Diome avait déjà rédigé, en 2002, une nouvelle qui reprend les petites histoires de Niodior et intitulée « Les Loups de l’Atlantique » [2]. Cette nouvelle est une sorte de concentré introductif de Le Ventre de l’Atlantique. On y retrouve le cadre, les personnages, les thématiques principales et le style. Quant à l’histoire de « l’homme de Barbès », elle a fait l’objet d’une publication autonome en 2004 sous forme de nouvelle [3] intitulée « L’Homme de Barbès ». C’est dire que dans la genèse de Le Ventre de l’Atlantique, l’auteure avait déjà conçu séparément ces différents petits récits avant de les rassembler en roman.

Les deux romans reprennent, de fait, un discours social dominant dans leurs contextes sociaux respectifs. L’espérance-macadam celui de l’anomie sociale, Le Ventre de l’Atlantique celui de l’immigration. Savane, dans le roman de Pineau, est l’endroit où « tout le monde vivait dans une même complicité silencieuse » (EM : 48).

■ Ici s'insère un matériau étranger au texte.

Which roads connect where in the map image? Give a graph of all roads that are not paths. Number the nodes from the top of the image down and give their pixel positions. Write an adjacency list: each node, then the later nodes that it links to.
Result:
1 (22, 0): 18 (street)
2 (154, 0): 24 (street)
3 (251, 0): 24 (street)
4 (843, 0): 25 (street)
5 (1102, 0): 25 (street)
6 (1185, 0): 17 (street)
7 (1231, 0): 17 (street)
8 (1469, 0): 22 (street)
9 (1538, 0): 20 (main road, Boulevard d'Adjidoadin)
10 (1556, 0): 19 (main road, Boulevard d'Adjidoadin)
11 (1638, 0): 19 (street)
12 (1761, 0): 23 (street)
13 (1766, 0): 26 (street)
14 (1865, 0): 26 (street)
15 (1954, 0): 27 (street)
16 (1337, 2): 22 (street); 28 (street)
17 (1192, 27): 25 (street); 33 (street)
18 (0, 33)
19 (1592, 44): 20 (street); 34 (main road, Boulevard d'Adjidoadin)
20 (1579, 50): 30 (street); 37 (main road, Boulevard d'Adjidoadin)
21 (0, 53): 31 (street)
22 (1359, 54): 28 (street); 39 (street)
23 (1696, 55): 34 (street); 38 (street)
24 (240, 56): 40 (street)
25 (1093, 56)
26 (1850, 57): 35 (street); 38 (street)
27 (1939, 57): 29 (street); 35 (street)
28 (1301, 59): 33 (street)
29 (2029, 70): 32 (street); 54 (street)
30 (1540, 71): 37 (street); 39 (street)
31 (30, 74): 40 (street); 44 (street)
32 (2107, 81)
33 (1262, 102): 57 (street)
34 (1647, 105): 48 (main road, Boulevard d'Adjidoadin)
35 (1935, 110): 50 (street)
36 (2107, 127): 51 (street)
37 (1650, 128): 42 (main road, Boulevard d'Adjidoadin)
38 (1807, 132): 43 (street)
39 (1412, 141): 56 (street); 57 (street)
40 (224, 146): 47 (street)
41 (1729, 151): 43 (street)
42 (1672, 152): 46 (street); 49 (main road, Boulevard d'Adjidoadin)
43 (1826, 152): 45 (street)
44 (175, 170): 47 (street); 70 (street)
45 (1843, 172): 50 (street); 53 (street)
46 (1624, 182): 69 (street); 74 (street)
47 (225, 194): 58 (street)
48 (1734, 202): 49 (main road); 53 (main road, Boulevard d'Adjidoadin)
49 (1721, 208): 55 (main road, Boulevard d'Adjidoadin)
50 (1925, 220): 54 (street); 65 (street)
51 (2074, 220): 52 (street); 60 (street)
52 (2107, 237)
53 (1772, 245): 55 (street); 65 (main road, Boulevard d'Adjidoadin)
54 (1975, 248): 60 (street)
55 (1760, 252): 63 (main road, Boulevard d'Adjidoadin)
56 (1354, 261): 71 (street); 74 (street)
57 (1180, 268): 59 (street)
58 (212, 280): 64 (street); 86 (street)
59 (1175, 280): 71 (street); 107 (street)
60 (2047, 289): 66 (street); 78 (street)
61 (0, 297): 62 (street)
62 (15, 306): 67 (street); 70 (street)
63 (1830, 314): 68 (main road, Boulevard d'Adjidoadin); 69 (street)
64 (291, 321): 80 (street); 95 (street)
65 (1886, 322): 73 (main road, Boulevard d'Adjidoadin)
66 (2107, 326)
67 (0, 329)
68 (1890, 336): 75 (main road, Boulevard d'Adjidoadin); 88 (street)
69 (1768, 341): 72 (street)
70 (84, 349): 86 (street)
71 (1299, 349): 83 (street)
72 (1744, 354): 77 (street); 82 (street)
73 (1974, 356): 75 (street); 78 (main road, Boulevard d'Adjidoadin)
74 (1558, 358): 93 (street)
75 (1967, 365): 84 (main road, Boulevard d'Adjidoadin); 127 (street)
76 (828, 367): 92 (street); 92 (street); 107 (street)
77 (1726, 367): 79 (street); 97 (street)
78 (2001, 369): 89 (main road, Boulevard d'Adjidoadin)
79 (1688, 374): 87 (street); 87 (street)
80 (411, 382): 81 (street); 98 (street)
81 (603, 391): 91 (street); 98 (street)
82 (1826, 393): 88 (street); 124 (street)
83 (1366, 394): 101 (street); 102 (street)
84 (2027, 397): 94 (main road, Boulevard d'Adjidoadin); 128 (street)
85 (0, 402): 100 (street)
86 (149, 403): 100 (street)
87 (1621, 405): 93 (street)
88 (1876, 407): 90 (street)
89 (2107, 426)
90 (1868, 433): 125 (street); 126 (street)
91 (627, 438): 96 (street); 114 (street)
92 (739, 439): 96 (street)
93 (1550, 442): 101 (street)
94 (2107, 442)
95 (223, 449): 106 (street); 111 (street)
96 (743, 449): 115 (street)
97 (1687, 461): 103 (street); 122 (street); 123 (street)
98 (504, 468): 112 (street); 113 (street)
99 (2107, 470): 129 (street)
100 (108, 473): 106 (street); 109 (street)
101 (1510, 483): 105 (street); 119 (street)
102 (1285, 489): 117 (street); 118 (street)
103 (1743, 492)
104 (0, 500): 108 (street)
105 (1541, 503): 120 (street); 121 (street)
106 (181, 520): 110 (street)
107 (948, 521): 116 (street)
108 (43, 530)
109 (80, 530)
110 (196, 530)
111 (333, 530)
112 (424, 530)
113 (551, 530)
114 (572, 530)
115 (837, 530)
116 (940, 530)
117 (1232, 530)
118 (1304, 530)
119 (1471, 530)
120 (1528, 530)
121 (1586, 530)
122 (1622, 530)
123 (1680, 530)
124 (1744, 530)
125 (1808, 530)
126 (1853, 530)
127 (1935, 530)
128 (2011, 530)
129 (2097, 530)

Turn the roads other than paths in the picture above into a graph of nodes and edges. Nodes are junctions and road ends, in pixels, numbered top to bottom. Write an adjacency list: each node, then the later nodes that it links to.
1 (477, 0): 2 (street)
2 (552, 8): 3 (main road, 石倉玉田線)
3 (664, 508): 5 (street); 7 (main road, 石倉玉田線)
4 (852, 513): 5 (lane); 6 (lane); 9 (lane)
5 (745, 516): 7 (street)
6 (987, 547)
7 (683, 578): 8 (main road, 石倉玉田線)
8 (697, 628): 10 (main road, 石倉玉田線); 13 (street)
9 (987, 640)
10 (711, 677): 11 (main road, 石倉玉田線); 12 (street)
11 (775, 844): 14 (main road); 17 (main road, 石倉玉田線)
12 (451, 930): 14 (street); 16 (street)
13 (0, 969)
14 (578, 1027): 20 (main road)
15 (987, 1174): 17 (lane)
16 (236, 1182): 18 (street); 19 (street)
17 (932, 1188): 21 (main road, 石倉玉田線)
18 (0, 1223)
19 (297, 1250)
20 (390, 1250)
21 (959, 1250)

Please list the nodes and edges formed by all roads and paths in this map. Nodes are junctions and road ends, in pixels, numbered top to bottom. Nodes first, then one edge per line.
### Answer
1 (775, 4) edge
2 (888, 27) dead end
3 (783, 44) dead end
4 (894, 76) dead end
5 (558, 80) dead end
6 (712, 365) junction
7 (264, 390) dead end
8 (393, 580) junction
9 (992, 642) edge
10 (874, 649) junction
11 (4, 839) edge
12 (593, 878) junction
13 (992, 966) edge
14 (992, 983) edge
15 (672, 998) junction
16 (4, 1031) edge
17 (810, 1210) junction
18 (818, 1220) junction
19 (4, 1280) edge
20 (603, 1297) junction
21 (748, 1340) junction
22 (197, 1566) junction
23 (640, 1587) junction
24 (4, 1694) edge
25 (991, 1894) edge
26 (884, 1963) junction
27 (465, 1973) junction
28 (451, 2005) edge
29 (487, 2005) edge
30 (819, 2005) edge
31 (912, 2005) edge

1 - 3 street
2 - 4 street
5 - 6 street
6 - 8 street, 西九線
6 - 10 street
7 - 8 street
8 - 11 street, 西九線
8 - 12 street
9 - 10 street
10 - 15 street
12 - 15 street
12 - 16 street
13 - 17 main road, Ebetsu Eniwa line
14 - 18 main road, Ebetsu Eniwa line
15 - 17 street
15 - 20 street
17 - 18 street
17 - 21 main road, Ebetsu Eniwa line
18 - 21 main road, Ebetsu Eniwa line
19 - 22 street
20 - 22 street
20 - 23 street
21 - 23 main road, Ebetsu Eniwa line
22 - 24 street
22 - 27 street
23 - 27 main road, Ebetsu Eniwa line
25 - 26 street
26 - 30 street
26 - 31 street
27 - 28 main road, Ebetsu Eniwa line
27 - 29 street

Niodior, dans le roman de Diome, est la contrée sénégalaise où, « même si personne ne sait distinguer, sur une carte, la France du Pérou, on sait en revanche [que France] rime franchement avec chance. » (VA : 60).

Mais, dans les deux romans, les avis sont partagés sur l’une et l’autre opinion. Dans le roman de Pineau, Angela refuse la résignation morbide de ses concitoyens pendant que Monsieur l’Abbé force les habitants à s’en remettre chaque matin à l’Épître de Jacques : « Qu’est-ce que votre vie ? Vous êtes une vapeur qui paraît pour un peu de temps et qui ensuite disparaît » (EM : 27). Ailleurs, Éloïse combat son spleen et le « monde mauvais » (EM : 64) en s’enfermant dans un antihumanisme chrétien inspiré de Saint Augustin, pendant que Régis voit en sa femme, Hortense, l’incarnation même du malheur, et justifie sa violence en convoquant tout une mythologie diabolisante qui accable la gent féminine.

Tout le monde entendait Régis donner des coups à l’Hortense avec, parfois, une vieille conque à lambi qui sonnait tocotoc tocotoc sur la tête de la malheureuse. C’était pas rare que du sang se mette à pisser sur les planches, tiqueter trois casseroles et rosir l’eau du seau. (EM : 88)

Dans le roman de Diome, c’est toute une conception idéologiquement chargée et socialement aliénante de l’immigration qui est mise à nu à travers les parcours et les propos des différents personnages. L’exemple du jeune footballeur Moussa montre que le concept de « discrimination positive » [4], importé des USA, sert d’abord une stratégie politique contraire à l’esprit d’humanisme, de justice et d’équité qu’il professe. La notion de « préférence nationale » [5], elle, légitime juridiquement un rejet subjectif de l’Autre (l’Étranger notamment) basé sur le faciès, la race, l’origine, l’accent, la religion, etc. De son côté, l’immigré africain est le plus souvent perçu chez lui comme un pouvoir d’achat et de reclassement social par sa propre famille ou sa communauté d’origine, s’il ne profite pas lui-même de ce statut pour s’arroger une position privilégiée (distinction sociale, ressource matrimoniale, figure d’évolué).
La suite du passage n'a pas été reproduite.